Perhaps the most important customer interaction is your first meeting. It sets the tone for everything to come and is ripe for planting those follow-up seeds. Here’s how it might go:
You: Beth, thanks for meeting with us. We were introduced to you via Matt over at KoolTech. Matt uses our Wizbang SaaS client and thought you guys might find it useful too.
Beth: Yeah, Matt told me about you guys. It sounds like you might have something that will work for us.
You: Excellent. Matt’s a great guy and we were excited to have Matt recommend we get together. Did you get the information I sent you about Wizbang?
Beth: Actually, no I didn’t. However, I did read you site and think I have a good idea what you do.
You: Why don’t I reconfirm your email and send it on to you?
Beth: Sure, it’s ….
You: I will send this out when I get back to the office. Does that work for you?
You: Excellent. How about we show you our demo?
Beth: Thought you’d never ask.
Demo Ensues. Ooo’s, ahh’s
Beth: Great demo. It looks like just what we need. Can you send me a quote? Budgets are tight.
You: Sure. We can also set up a guest account for you and your team to try it out.
Beth: That will work.
You: Why don’t you give me their contact info and I will set them up
You: Beth, thanks for your time. We really enjoyed meeting you.
Beth: As did I.
You: I captured a couple of next-actions for me. They are …. Do you agree?
Beth: That’s great, just so long as I don’t have to do anything else.
You: Wonderful. I will get back to you in a week with that quote. Will that work for you?
Beth: Yeah, that works.
You: In the mean time, I will setup some guest accounts and follow-up with you to see how it’s going.
Beth: Sounds good. Talk to you soon.
The above interaction had several follow-up seeds planted (in bold) that are ready to be harvested. All of the responsibilities are on your shoulders, and your customer gave you permission to follow-up. This means that they will be expecting your call or email.

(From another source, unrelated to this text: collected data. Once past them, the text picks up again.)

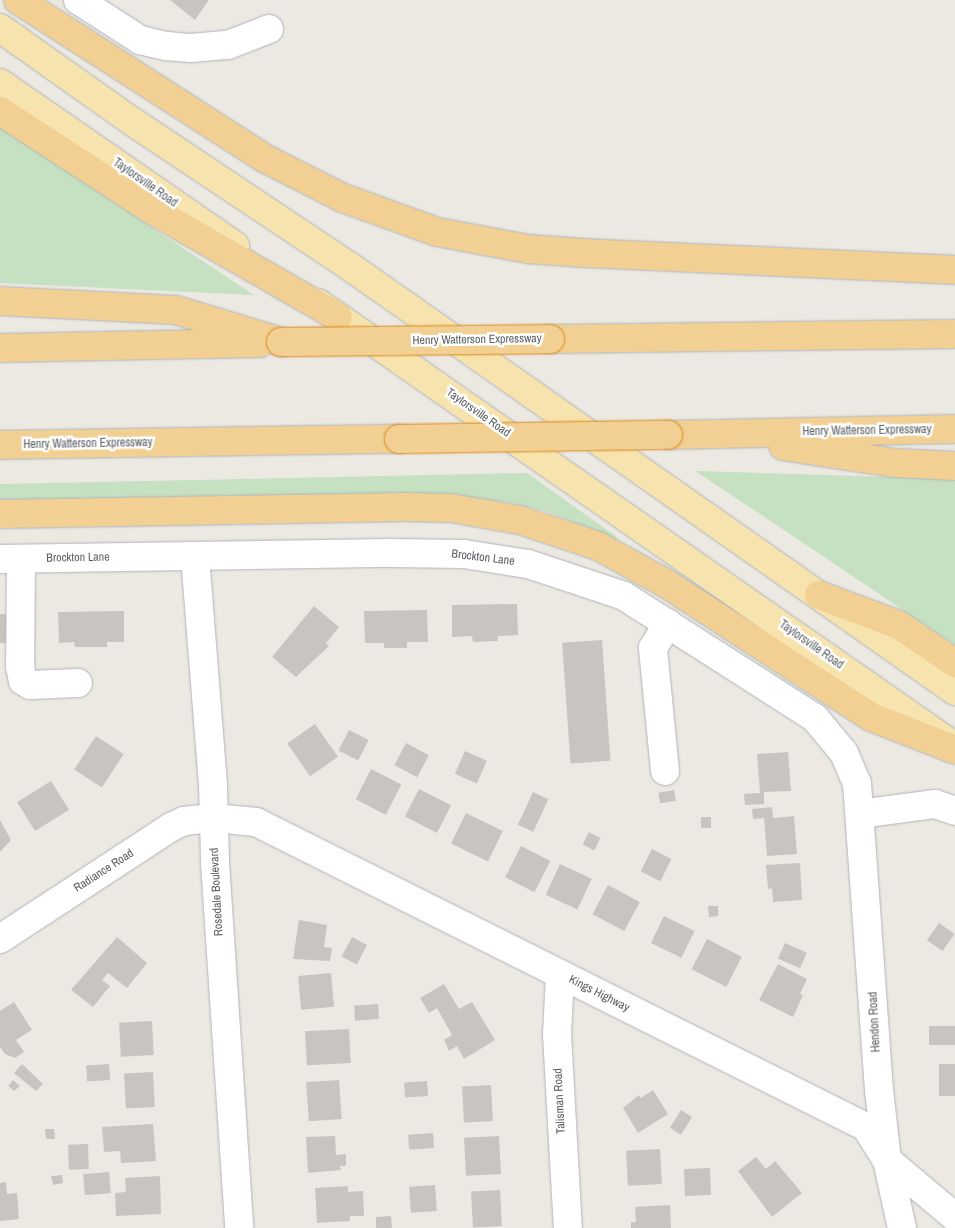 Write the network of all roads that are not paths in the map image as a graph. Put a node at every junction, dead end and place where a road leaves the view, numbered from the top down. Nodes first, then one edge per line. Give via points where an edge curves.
1 (18, 0) edge
2 (78, 0) edge
3 (0, 28) edge
4 (269, 29) dead end
5 (0, 83) edge
6 (0, 111) edge
7 (955, 270) edge
8 (0, 301) edge
9 (338, 317) junction
10 (955, 334) edge
11 (281, 342) junction
12 (0, 348) edge
13 (955, 430) edge
14 (707, 434) junction
15 (0, 445) edge
16 (955, 466) edge
17 (0, 514) edge
18 (195, 556) junction
19 (11, 559) edge
20 (819, 595) junction
21 (668, 623) junction
22 (955, 663) edge
23 (78, 683) dead end
24 (955, 691) edge
25 (955, 748) edge
26 (666, 772) dead end
27 (955, 811) edge
28 (860, 814) junction
29 (214, 818) junction
30 (0, 939) edge
31 (560, 975) junction
32 (887, 1160) junction
33 (955, 1217) edge
34 (239, 1228) edge
35 (568, 1228) edge
36 (902, 1228) edge

1 - 7 highway via 266,159 343,198 437,232 512,247 584,253
2 - 4 street via 140,40 167,46 228,45
3 - 20 main road via 133,122 352,268
5 - 9 main road, Taylorsville Road
6 - 9 highway via 147,207
8 - 11 highway via 176,310
9 - 25 main road, Taylorsville Road
10 - 11 highway, Henry Watterson Expressway, bridge
11 - 12 highway, Henry Watterson Expressway
13 - 14 highway, Henry Watterson Expressway
14 - 15 highway, Henry Watterson Expressway, bridge
14 - 16 highway via 896,463
17 - 25 highway via 405,507 452,508 520,520 598,546 667,584 871,717
18 - 19 street, Brockton Lane
18 - 21 street, Brockton Lane via 464,554 563,573 624,596
18 - 29 street, Rosedale Boulevard
19 - 23 street via 23,681 30,685
20 - 22 highway via 898,625
20 - 24 main road
21 - 26 street via 653,648
21 - 28 street, Brockton Lane via 815,718 844,754 857,783
27 - 28 street via 934,804
28 - 32 street, Hendon Road via 879,1090
29 - 30 street, Radiance Road via 184,821 170,827
29 - 31 street, Kings Highway via 256,822
29 - 34 street, Rosedale Boulevard
31 - 32 street, Kings Highway via 866,1127
31 - 35 street, Talisman Road via 557,1034
32 - 33 street, Kings Highway
32 - 36 street, Hendon Road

So what happens when they don’t return your calls or email? Permission follow-up handles this as well. Not only are you planting follow-up actions with your direct contact, but with others they work with, like what happened above (setting up a guest account for other team members). Doing this allows you to have several entry points. Taken in combination, these entry points give you a better shot at getting your call or email returned.
Go Ahead, Give it a Shot
Practicing permission follow-up does feel awkward. Just stick with it. Over time, permission follow-up will produce results and you will get more comfortable with it. The simple fact is that other people usually don’t place as high a priority on these things as you do, and you have to lean on them to get things done.
It’s not about leaning hard or being an asshole. It’s just about getting permission to follow up.